The Source: =========================
String pattern = ".**";
String line = "xxx.xxx.xxx.xxx";
if (Pattern.matches(pattern, line)) {
System.out.println(line + " matches \"" + pattern + "\"");
} else {
System.out.println("NO MATCH");
}
=====================================
To Trigger this logic: ===========================
have a new Rule Class called xpath-regex which will work
based on the following NODE structure of properties
<properties>
<property name="xpath-regex">
<value>
<![CDATA[</value></property></properties>
//LocalVariableDeclaration/VariableDeclarator/VariableInitializer/Expression/PrimaryExpression/PrimaryPrefix/Literal
]]>
<regex>
<![CDATA[</regex>
\b(25[0-5]|2[0-4][0-9]|[01]?[0-9][0-9]?).(25[0-5]|2[0-4][0-9]|[01]?[0-9][0-9]?).(25[0-5]|2[0-4][0-9]|[01]?[0-9][0-9]?).(25[0-5]|2[0-4][0-9]|[01]?[0-9][0-9]?)\b
]]>
==================================================
This is another package I thought we could look at
http://jregex.sourceforge.net/
Logged In: YES
user_id=154590
Right now the target I have in mind is only to provide for a
regular expression search on a "STRING LITERAL". I am trying
to use the IP Address concept to show this could be used.

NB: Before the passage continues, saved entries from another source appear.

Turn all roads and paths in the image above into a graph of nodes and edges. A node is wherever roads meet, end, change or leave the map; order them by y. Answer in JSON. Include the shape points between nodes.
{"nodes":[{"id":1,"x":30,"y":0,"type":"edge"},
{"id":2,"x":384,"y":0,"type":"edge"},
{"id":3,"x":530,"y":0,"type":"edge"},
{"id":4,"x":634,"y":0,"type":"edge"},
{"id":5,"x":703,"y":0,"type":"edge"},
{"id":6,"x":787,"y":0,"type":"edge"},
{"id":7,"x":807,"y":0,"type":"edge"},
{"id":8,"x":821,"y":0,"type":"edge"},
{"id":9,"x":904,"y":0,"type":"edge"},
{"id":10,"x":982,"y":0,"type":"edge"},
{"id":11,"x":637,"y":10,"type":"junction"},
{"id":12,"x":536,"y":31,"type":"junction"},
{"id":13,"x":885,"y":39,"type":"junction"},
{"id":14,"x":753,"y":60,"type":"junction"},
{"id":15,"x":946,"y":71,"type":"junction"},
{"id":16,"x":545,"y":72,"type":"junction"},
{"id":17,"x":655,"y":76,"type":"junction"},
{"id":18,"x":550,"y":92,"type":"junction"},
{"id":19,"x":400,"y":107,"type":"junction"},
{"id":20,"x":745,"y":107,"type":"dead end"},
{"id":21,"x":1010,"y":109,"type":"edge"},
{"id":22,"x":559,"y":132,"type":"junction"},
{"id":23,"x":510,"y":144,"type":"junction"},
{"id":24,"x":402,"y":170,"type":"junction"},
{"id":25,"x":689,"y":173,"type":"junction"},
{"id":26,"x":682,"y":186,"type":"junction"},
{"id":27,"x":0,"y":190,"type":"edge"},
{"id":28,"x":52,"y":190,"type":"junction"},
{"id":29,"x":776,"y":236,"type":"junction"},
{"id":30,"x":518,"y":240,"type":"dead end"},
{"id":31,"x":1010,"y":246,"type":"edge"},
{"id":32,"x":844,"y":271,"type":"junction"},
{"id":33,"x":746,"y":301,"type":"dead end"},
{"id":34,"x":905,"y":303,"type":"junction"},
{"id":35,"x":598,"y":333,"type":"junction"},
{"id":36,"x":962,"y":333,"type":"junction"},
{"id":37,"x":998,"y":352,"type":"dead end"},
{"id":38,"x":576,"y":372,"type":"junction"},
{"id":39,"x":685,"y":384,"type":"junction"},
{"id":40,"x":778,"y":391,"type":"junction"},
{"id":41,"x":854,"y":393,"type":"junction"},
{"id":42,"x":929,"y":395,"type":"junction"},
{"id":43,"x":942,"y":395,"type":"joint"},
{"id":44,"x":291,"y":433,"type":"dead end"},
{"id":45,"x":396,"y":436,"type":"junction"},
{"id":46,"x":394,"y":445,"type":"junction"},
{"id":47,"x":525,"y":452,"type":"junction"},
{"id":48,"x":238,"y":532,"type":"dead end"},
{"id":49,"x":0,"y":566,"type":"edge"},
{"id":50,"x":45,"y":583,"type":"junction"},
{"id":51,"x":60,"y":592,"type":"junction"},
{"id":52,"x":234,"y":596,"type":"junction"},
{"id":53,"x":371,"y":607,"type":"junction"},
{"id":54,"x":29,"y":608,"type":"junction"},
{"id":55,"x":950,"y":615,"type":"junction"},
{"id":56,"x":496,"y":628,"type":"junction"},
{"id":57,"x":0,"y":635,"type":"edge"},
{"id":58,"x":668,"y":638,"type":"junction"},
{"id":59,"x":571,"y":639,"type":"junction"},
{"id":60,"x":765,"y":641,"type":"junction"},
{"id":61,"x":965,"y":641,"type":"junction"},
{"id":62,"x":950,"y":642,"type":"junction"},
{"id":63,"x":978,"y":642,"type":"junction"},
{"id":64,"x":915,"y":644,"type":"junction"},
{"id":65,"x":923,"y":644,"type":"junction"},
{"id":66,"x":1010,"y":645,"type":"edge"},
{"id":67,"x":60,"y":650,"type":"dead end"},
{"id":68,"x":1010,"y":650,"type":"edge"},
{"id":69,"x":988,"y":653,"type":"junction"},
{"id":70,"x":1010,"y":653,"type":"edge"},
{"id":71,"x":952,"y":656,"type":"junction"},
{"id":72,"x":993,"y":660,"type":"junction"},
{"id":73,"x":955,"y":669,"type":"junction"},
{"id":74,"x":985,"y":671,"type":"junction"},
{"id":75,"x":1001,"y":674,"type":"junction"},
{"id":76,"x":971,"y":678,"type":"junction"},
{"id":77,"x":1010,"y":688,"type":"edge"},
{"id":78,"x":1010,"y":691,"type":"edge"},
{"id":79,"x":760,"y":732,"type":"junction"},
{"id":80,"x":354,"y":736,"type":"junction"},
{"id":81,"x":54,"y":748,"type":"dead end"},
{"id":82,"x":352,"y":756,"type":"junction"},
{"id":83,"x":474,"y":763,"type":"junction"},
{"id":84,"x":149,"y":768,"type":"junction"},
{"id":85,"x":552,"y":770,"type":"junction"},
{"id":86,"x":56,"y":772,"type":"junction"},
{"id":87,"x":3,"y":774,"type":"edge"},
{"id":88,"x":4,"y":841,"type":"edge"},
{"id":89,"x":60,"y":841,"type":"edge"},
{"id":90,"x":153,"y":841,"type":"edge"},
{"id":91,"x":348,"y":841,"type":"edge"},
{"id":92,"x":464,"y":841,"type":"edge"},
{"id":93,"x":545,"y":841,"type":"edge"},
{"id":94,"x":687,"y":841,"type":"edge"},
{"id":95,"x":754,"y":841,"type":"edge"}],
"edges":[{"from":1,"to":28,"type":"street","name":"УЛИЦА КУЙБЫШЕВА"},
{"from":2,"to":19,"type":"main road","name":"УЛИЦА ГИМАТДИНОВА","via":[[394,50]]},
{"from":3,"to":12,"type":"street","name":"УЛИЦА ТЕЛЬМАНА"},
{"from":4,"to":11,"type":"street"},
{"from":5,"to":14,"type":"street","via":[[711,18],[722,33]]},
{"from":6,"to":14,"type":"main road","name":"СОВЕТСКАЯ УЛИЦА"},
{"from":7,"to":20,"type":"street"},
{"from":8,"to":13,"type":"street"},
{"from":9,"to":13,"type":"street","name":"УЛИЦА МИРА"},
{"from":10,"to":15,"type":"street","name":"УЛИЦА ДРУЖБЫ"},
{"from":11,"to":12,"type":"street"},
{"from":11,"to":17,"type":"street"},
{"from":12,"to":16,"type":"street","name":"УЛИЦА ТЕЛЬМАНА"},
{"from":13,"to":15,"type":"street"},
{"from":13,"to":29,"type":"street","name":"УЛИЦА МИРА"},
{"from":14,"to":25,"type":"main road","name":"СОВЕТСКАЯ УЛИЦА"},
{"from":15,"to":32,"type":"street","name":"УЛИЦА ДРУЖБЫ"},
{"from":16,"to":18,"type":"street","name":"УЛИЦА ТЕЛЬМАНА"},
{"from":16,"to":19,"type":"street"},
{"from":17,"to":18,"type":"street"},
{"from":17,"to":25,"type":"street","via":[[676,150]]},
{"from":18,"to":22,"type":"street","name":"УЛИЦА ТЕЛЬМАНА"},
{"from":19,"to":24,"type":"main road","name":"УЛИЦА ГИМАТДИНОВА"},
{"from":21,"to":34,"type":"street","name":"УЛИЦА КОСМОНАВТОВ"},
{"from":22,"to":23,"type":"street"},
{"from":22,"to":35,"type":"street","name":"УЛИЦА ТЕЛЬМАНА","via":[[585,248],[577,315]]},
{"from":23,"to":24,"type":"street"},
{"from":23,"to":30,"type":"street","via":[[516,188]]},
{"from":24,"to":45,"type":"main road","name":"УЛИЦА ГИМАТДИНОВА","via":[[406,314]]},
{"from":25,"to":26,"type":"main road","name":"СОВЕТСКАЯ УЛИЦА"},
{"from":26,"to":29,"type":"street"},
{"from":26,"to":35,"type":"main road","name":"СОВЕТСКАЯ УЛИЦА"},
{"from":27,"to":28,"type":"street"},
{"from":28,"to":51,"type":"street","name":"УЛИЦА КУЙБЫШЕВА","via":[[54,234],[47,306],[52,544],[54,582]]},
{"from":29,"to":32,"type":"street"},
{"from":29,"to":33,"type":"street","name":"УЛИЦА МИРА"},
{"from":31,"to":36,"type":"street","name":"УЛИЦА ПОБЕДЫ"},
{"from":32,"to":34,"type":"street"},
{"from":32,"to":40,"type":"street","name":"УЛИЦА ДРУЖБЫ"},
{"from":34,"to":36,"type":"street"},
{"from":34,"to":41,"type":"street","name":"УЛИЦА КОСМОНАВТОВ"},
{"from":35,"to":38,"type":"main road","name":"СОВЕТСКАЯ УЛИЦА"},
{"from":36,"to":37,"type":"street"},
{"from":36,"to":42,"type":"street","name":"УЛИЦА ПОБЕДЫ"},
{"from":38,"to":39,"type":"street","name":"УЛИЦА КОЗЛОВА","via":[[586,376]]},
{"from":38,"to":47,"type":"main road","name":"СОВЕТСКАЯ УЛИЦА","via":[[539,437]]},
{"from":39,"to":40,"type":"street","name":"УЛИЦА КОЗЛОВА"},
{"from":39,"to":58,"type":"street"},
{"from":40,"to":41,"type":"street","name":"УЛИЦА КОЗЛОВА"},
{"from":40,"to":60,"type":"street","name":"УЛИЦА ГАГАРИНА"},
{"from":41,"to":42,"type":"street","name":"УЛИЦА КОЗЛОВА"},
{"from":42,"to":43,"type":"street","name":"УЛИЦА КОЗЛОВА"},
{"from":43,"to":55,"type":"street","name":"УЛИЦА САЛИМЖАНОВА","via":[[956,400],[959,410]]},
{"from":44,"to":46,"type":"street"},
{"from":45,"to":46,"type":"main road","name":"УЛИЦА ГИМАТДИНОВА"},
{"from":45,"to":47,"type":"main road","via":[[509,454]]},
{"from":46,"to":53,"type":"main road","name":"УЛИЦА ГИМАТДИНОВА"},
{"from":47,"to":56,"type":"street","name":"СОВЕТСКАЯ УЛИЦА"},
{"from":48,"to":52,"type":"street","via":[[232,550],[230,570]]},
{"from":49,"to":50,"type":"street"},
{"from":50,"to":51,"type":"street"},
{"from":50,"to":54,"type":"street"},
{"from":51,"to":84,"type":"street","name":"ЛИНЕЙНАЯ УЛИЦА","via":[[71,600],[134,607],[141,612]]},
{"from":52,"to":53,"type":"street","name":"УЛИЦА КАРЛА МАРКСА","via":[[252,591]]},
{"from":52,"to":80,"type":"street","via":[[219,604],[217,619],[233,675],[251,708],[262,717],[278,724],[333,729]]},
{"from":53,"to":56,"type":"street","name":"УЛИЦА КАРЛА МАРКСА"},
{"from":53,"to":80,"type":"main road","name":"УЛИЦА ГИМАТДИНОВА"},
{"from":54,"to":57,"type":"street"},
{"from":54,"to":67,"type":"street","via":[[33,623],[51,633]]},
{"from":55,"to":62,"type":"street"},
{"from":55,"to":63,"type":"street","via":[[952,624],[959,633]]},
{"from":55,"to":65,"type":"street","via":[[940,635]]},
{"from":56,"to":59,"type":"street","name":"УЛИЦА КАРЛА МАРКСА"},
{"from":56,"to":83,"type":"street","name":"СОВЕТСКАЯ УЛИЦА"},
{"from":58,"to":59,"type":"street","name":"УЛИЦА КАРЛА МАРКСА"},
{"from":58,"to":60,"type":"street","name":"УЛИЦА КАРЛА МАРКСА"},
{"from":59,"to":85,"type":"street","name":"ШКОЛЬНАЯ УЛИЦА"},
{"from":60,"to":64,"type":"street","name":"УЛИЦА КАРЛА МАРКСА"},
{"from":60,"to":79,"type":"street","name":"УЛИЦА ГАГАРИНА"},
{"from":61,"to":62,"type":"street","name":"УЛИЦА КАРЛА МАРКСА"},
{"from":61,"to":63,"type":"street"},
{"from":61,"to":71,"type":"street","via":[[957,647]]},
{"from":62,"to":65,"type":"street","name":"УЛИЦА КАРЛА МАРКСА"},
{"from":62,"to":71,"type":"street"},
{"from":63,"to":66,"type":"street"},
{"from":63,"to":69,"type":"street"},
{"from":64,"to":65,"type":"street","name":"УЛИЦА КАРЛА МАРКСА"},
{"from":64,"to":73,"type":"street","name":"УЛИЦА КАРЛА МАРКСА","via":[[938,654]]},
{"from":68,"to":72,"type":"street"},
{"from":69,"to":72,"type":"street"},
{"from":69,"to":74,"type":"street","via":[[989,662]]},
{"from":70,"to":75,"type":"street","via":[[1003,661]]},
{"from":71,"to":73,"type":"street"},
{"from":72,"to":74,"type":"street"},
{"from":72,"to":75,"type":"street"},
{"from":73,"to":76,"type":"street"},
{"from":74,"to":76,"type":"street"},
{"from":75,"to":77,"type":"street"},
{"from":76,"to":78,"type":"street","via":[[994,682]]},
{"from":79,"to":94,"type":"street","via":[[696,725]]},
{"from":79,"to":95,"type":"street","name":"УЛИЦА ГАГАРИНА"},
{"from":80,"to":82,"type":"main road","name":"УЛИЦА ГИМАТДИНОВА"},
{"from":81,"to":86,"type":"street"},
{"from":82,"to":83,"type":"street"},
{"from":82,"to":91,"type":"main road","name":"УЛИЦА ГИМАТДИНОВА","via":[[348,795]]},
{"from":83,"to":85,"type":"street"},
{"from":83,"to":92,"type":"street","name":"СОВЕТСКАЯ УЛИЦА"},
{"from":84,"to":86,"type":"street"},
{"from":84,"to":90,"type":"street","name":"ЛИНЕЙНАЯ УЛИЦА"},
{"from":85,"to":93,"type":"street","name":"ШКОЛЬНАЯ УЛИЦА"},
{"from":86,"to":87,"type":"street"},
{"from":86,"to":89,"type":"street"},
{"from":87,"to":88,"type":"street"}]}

This way we can allow the user to worry about what should or
should not be hard-coded in their source code :-)
How many time have we come across these hard-coded making
them un-portable and ugly :-)
In general I agree with "Elliotte's" comment of what IP
Address would be allowed. We could have this information as
part of Description oand/or Sample code.
Logged In: YES
user_id=226817
YAGNI. If you have a use case or cases that really require
regular expressions, then let's consider it, but let's not
try to solve all problems in advance of actual user
requirements. This particular use case I think would be more
appropriately addressed without regular expressions.
Logged In: YES
user_id=154590
I understand... But the request for this feature is not
aimed at solving one particular case.
To provide a limited background:
We package PMD as part of our product Optimal Advisor
[http://www.compuware.com/products/optimalj/2911_ENG_HTML.htm]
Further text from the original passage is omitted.